• [Input records]:

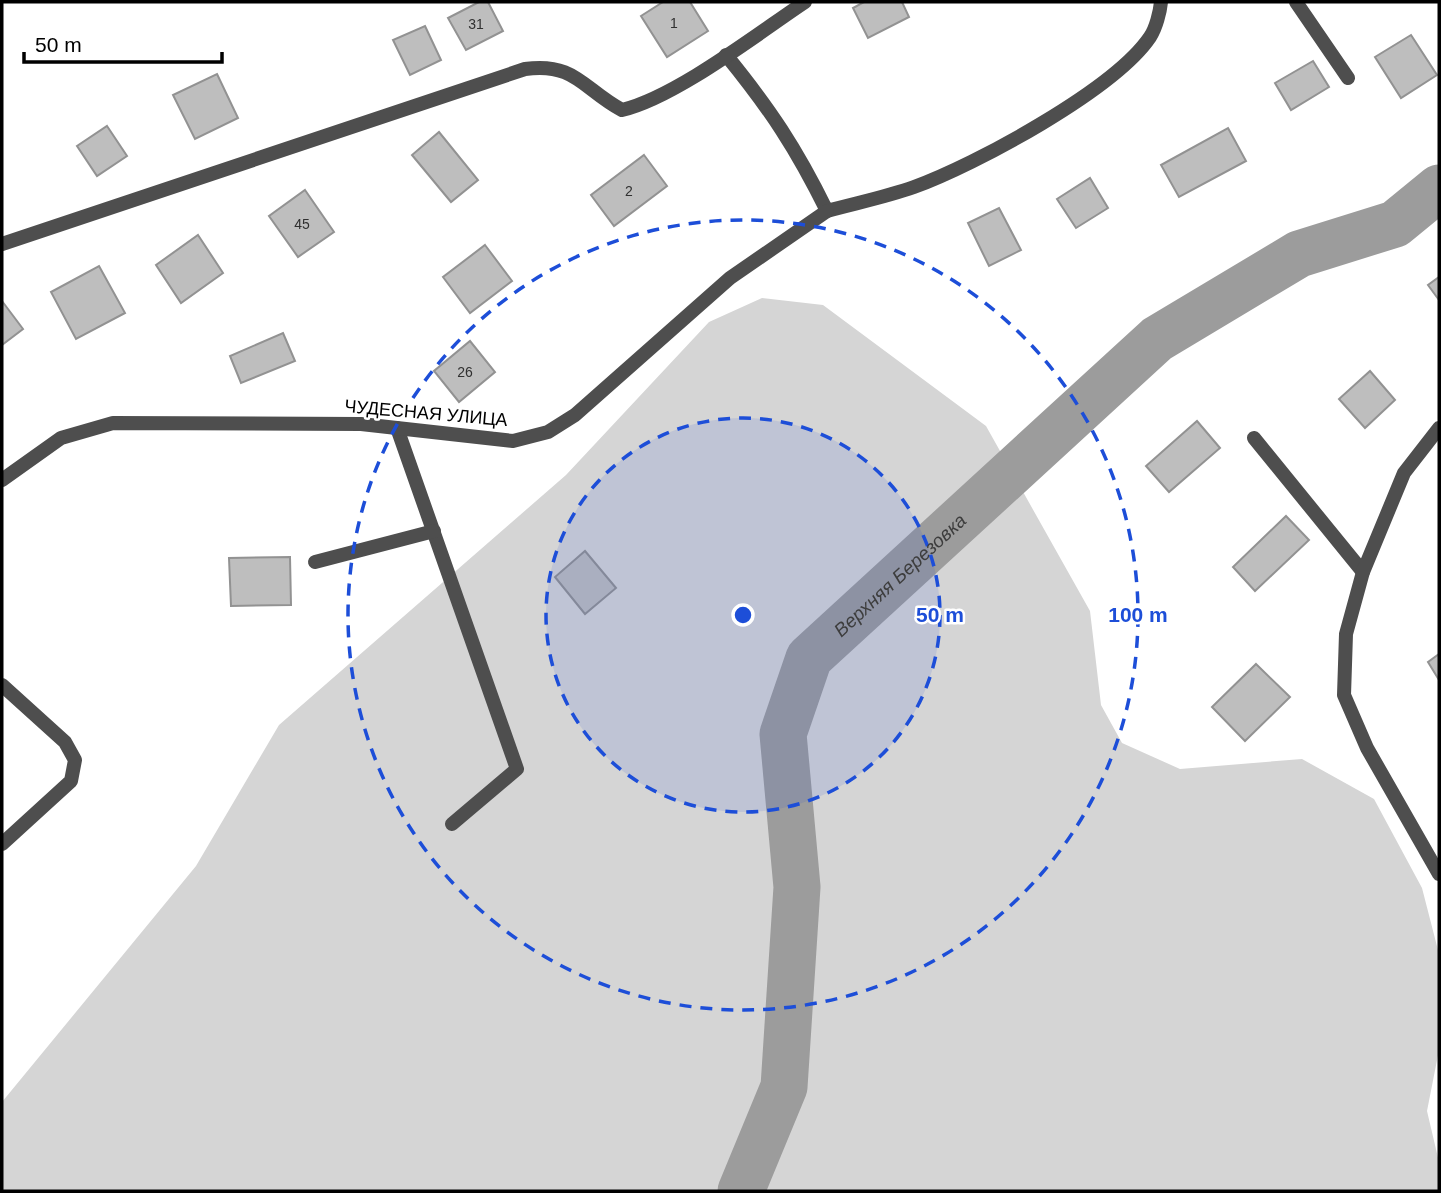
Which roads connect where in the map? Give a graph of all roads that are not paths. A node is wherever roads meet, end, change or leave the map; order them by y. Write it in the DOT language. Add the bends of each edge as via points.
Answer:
graph roads {
  1 [pos="805,2"];
  2 [pos="1161,2"];
  3 [pos="1296,2"];
  4 [pos="726,55"];
  5 [pos="1348,78"];
  6 [pos="827,211"];
  7 [pos="2,244"];
  8 [pos="397,428"];
  9 [pos="1439,428"];
  10 [pos="1254,438"];
  11 [pos="2,480"];
  12 [pos="434,531"];
  13 [pos="315,562"];
  14 [pos="1363,572"];
  15 [pos="2,685"];
  16 [pos="453,824"];
  17 [pos="2,844"];
  18 [pos="1439,873"];
  1 -- 4 [label="street"];
  2 -- 6 [label="street, ЧУДЕСНАЯ УЛИЦА" via="1151,36 1123,66 1082,97 1027,131 915,187"];
  3 -- 5 [label="street"];
  4 -- 6 [label="street" via="786,133"];
  4 -- 7 [label="street" via="642,105 622,110 566,70 546,66 525,69"];
  6 -- 8 [label="street, ЧУДЕСНАЯ УЛИЦА" via="730,278 575,415 548,432 513,441"];
  8 -- 11 [label="street, ЧУДЕСНАЯ УЛИЦА" via="113,423 61,438"];
  8 -- 12 [label="street"];
  9 -- 14 [label="street" via="1404,473"];
  10 -- 14 [label="street"];
  12 -- 13 [label="street"];
  12 -- 16 [label="street" via="517,769"];
  14 -- 18 [label="street" via="1346,634 1345,695 1367,748"];
  15 -- 17 [label="street" via="65,742 75,760 71,781"];
}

• [Task objective]: Except for the pictures, set down each line of the records exactly as it appears.

• [Response to this exercise]:
Which roads connect where in the map? Give a graph of all roads that are not paths. A node is wherever roads meet, end, change or leave the map; order them by y. Write it in the DOT language. Add the bends of each edge as via points.
Answer:
graph roads {
  1 [pos="805,2"];
  2 [pos="1161,2"];
  3 [pos="1296,2"];
  4 [pos="726,55"];
  5 [pos="1348,78"];
  6 [pos="827,211"];
  7 [pos="2,244"];
  8 [pos="397,428"];
  9 [pos="1439,428"];
  10 [pos="1254,438"];
  11 [pos="2,480"];
  12 [pos="434,531"];
  13 [pos="315,562"];
  14 [pos="1363,572"];
  15 [pos="2,685"];
  16 [pos="453,824"];
  17 [pos="2,844"];
  18 [pos="1439,873"];
  1 -- 4 [label="street"];
  2 -- 6 [label="street, ЧУДЕСНАЯ УЛИЦА" via="1151,36 1123,66 1082,97 1027,131 915,187"];
  3 -- 5 [label="street"];
  4 -- 6 [label="street" via="786,133"];
  4 -- 7 [label="street" via="642,105 622,110 566,70 546,66 525,69"];
  6 -- 8 [label="street, ЧУДЕСНАЯ УЛИЦА" via="730,278 575,415 548,432 513,441"];
  8 -- 11 [label="street, ЧУДЕСНАЯ УЛИЦА" via="113,423 61,438"];
  8 -- 12 [label="street"];
  9 -- 14 [label="street" via="1404,473"];
  10 -- 14 [label="street"];
  12 -- 13 [label="street"];
  12 -- 16 [label="street" via="517,769"];
  14 -- 18 [label="street" via="1346,634 1345,695 1367,748"];
  15 -- 17 [label="street" via="65,742 75,760 71,781"];
}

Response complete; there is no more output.